Advanced Preaching seminar description

HP 602 Special Topics in Homiletics/Preaching: Preaching to Nihilists

“If you live today, you breath in nihilism. In or out of the Church, it's the gas you breathe” (F. O'Connor, The Habits of Being, 1955). 

As the pervasive mood of postmodern culture, we might say that nihilism is less a breathable gas than it is a poisonous cloud. It erodes our already imperfect grasp on knowable truths; dissolves the bond between the goodness of being and our moral acts; and vandalizes our faithful efforts to understand the ordered beauty of God's Self-revelation in created things. Whether nihilism is taken to be a method of thinking about the world or a consumerist lifestyle-choice, its influence on the human person is pernicious. How does the Catholic preacher account for this influence? How do we preach the Good News to a culture that has come to understand the human person as nothing more than a thinking animal destined for annihilation after death?
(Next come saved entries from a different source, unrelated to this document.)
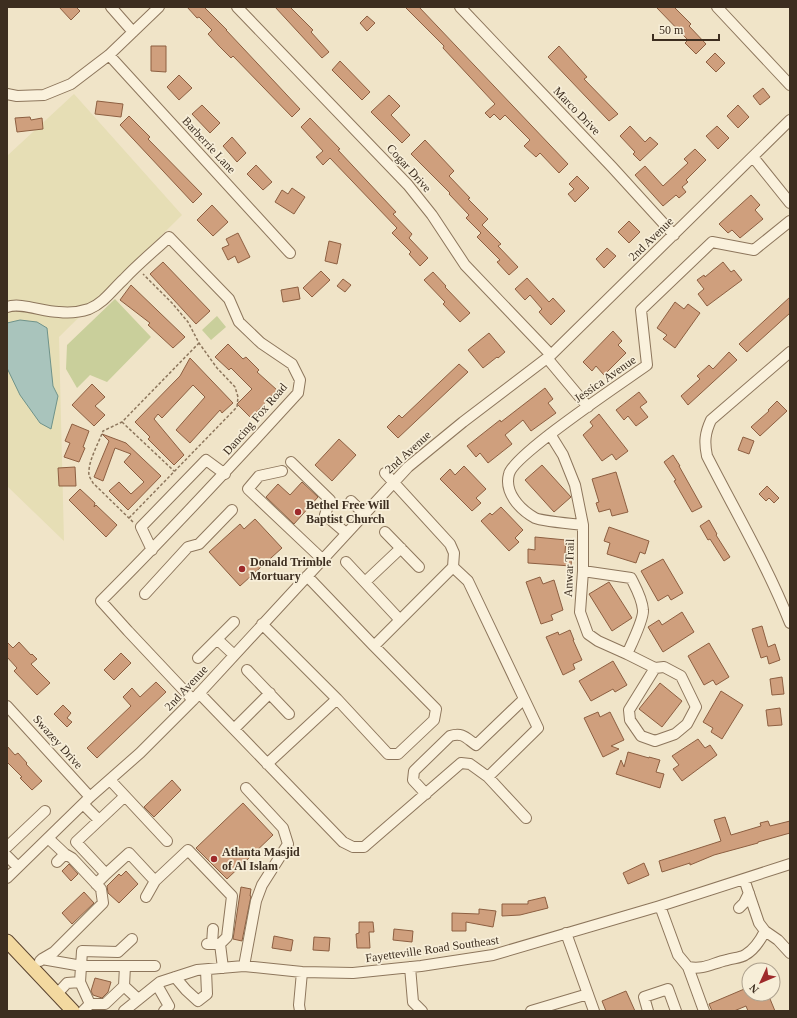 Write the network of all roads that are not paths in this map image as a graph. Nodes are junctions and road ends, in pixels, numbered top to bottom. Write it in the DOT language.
graph roads {
  1 [pos="111,7"];
  2 [pos="159,7"];
  3 [pos="238,7"];
  4 [pos="460,7"];
  5 [pos="717,7"];
  6 [pos="133,32"];
  7 [pos="109,55"];
  8 [pos="790,85"];
  9 [pos="7,94"];
  10 [pos="790,120"];
  11 [pos="753,157"];
  12 [pos="790,203"];
  13 [pos="790,221"];
  14 [pos="674,235"];
  15 [pos="290,252"];
  16 [pos="7,307"];
  17 [pos="790,352"];
  18 [pos="549,357"];
  19 [pos="588,407"];
  20 [pos="550,434"];
  21 [pos="290,462"];
  22 [pos="282,471"];
  23 [pos="385,473"];
  24 [pos="225,474"];
  25 [pos="393,483"];
  26 [pos="351,501"];
  27 [pos="232,510"];
  28 [pos="364,514"];
  29 [pos="583,525"];
  30 [pos="385,532"];
  31 [pos="346,533"];
  32 [pos="401,548"];
  33 [pos="152,550"];
  34 [pos="322,559"];
  35 [pos="346,562"];
  36 [pos="419,567"];
  37 [pos="453,568"];
  38 [pos="583,571"];
  39 [pos="307,576"];
  40 [pos="365,582"];
  41 [pos="145,594"];
  42 [pos="400,620"];
  43 [pos="234,622"];
  44 [pos="790,623"];
  45 [pos="262,624"];
  46 [pos="217,639"];
  47 [pos="374,646"];
  48 [pos="627,654"];
  49 [pos="234,655"];
  50 [pos="198,658"];
  51 [pos="655,668"];
  52 [pos="247,670"];
  53 [pos="270,694"];
  54 [pos="196,696"];
  55 [pos="337,699"];
  56 [pos="524,699"];
  57 [pos="7,706"];
  58 [pos="289,714"];
  59 [pos="234,729"];
  60 [pos="268,764"];
  61 [pos="488,777"];
  62 [pos="110,780"];
  63 [pos="246,788"];
  64 [pos="426,794"];
  65 [pos="125,796"];
  66 [pos="87,800"];
  67 [pos="45,811"];
  68 [pos="526,818"];
  69 [pos="99,820"];
  70 [pos="48,838"];
  71 [pos="167,841"];
  72 [pos="7,847"];
  73 [pos="65,854"];
  74 [pos="7,856"];
  75 [pos="57,862"];
  76 [pos="790,864"];
  77 [pos="18,867"];
  78 [pos="106,874"];
  79 [pos="7,878"];
  80 [pos="744,879"];
  81 [pos="155,881"];
  82 [pos="96,884"];
  83 [pos="749,893"];
  84 [pos="146,897"];
  85 [pos="660,906"];
  86 [pos="739,908"];
  87 [pos="213,929"];
  88 [pos="765,931"];
  89 [pos="566,933"];
  90 [pos="132,939"];
  91 [pos="7,941"];
  92 [pos="213,944"];
  93 [pos="790,953"];
  94 [pos="37,964"];
  95 [pos="82,966"];
  96 [pos="125,966"];
  97 [pos="155,966"];
  98 [pos="244,966"];
  99 [pos="410,967"];
  100 [pos="688,967"];
  101 [pos="223,968"];
  102 [pos="206,970"];
  103 [pos="302,972"];
  104 [pos="176,977"];
  105 [pos="80,982"];
  106 [pos="157,985"];
  107 [pos="124,986"];
  108 [pos="57,994"];
  109 [pos="588,994"];
  110 [pos="138,999"];
  111 [pos="90,1004"];
  112 [pos="73,1011"];
  113 [pos="83,1011"];
  114 [pos="124,1011"];
  115 [pos="164,1011"];
  116 [pos="300,1011"];
  117 [pos="422,1011"];
  118 [pos="531,1011"];
  119 [pos="594,1011"];
  120 [pos="648,1011"];
  121 [pos="676,1011"];
  122 [pos="704,1011"];
  1 -- 6 [label="street"];
  2 -- 6 [label="street"];
  3 -- 18 [label="street, Cogar Drive"];
  4 -- 14 [label="street, Marco Drive"];
  5 -- 8 [label="street"];
  6 -- 7 [label="street"];
  7 -- 9 [label="street"];
  7 -- 15 [label="street, Barberrie Lane"];
  10 -- 11 [label="street, 2nd Avenue"];
  11 -- 12 [label="street"];
  11 -- 14 [label="street, 2nd Avenue"];
  13 -- 19 [label="street, Jessica Avenue"];
  14 -- 18 [label="street, 2nd Avenue"];
  16 -- 24 [label="street, Dancing Fox Road"];
  17 -- 44 [label="street"];
  18 -- 19 [label="street, Cogar Drive"];
  18 -- 25 [label="street, 2nd Avenue"];
  19 -- 20 [label="street, Jessica Avenue"];
  20 -- 29 [label="street, Anwar Trail"];
  20 -- 29 [label="street, Jessica Avenue"];
  21 -- 31 [label="street"];
  22 -- 34 [label="street"];
  23 -- 25 [label="street"];
  24 -- 33 [label="street, Dancing Fox Road"];
  24 -- 33 [label="street, Dancing Fox Road"];
  25 -- 28 [label="street, 2nd Avenue"];
  25 -- 37 [label="street"];
  26 -- 28 [label="street"];
  27 -- 41 [label="street"];
  28 -- 31 [label="street, 2nd Avenue"];
  29 -- 38 [label="street, Anwar Trail"];
  30 -- 32 [label="street"];
  31 -- 34 [label="street, 2nd Avenue"];
  32 -- 36 [label="street"];
  32 -- 40 [label="street"];
  33 -- 54 [label="street, Dancing Fox Road"];
  34 -- 39 [label="street, 2nd Avenue"];
  35 -- 40 [label="street"];
  37 -- 42 [label="street"];
  37 -- 56 [label="street"];
  38 -- 48 [label="street, Anwar Trail"];
  38 -- 48 [label="street"];
  39 -- 45 [label="street, 2nd Avenue"];
  39 -- 47 [label="street"];
  40 -- 42 [label="street"];
  42 -- 47 [label="street"];
  43 -- 46 [label="street"];
  45 -- 49 [label="street, 2nd Avenue"];
  45 -- 55 [label="street"];
  46 -- 49 [label="street"];
  46 -- 50 [label="street"];
  47 -- 55 [label="street"];
  48 -- 51 [label="street, Anwar Trail"];
  49 -- 54 [label="street, 2nd Avenue"];
  51 -- 51 [label="street, Anwar Trail"];
  52 -- 53 [label="street"];
  53 -- 58 [label="street"];
  53 -- 59 [label="street"];
  54 -- 59 [label="street, Dancing Fox Road"];
  54 -- 62 [label="street, 2nd Avenue"];
  55 -- 60 [label="street"];
  56 -- 61 [label="street"];
  56 -- 64 [label="street"];
  57 -- 66 [label="street, Swazey Drive"];
  59 -- 60 [label="street, Dancing Fox Road"];
  60 -- 64 [label="street, Dancing Fox Road"];
  61 -- 64 [label="street, Dancing Fox Road"];
  61 -- 68 [label="street, Dancing Fox Road"];
  62 -- 65 [label="street"];
  62 -- 66 [label="street, 2nd Avenue"];
  63 -- 98 [label="street"];
  65 -- 69 [label="street"];
  65 -- 71 [label="street"];
  66 -- 69 [label="street, Swazey Drive"];
  66 -- 70 [label="street, 2nd Avenue"];
  67 -- 72 [label="street"];
  69 -- 78 [label="street"];
  70 -- 73 [label="street"];
  70 -- 77 [label="street, 2nd Avenue"];
  73 -- 75 [label="street"];
  73 -- 82 [label="street"];
  74 -- 77 [label="street"];
  76 -- 80 [label="street, Fayetteville Road Southeast"];
  77 -- 79 [label="street, 2nd Avenue"];
  78 -- 81 [label="street"];
  78 -- 82 [label="street"];
  80 -- 83 [label="street"];
  80 -- 85 [label="street, Fayetteville Road Southeast"];
  81 -- 84 [label="street"];
  81 -- 92 [label="street"];
  82 -- 94 [label="street"];
  83 -- 86 [label="street"];
  83 -- 88 [label="street"];
  85 -- 89 [label="street, Fayetteville Road Southeast"];
  85 -- 100 [label="street"];
  87 -- 92 [label="street"];
  88 -- 93 [label="street"];
  88 -- 100 [label="street"];
  89 -- 99 [label="street, Fayetteville Road Southeast"];
  89 -- 109 [label="street"];
  90 -- 95 [label="street"];
  91 -- 94 [label="main road"];
  92 -- 101 [label="street"];
  94 -- 95 [label="street"];
  94 -- 108 [label="main road"];
  95 -- 96 [label="street"];
  95 -- 105 [label="street"];
  96 -- 97 [label="street"];
  96 -- 107 [label="street"];
  98 -- 101 [label="street, Fayetteville Road Southeast"];
  98 -- 103 [label="street, Fayetteville Road Southeast"];
  99 -- 103 [label="street, Fayetteville Road Southeast"];
  99 -- 117 [label="street"];
  100 -- 122 [label="street"];
  101 -- 102 [label="street, Fayetteville Road Southeast"];
  102 -- 104 [label="street, Fayetteville Road Southeast"];
  102 -- 104 [label="street"];
  103 -- 116 [label="street"];
  104 -- 106 [label="street, Fayetteville Road Southeast"];
  105 -- 108 [label="street"];
  105 -- 111 [label="street"];
  106 -- 110 [label="street, Fayetteville Road Southeast"];
  106 -- 115 [label="street"];
  107 -- 110 [label="street"];
  107 -- 111 [label="street"];
  108 -- 112 [label="main road"];
  109 -- 118 [label="street"];
  109 -- 119 [label="street"];
  110 -- 114 [label="street, Fayetteville Road Southeast"];
  111 -- 113 [label="street"];
  120 -- 121 [label="street"];
}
This seminar will survey the literary, historical, philosophical, and theological origins/development of nihilism in western postmodern culture and explore strategies for responding to its cultural influence in our parochial preaching. We will read texts from Nietzsche, Heidegger, Vattimo, R. M. Rilke, Flannery O'Connor, Cormac McCarthy, the Death of God theologians, and J-L Marion. Students will write one seminar paper (10-12 pgs.) and two Sunday homilies. Prerequisites: HP 504, 505. Limited to 8-10 students.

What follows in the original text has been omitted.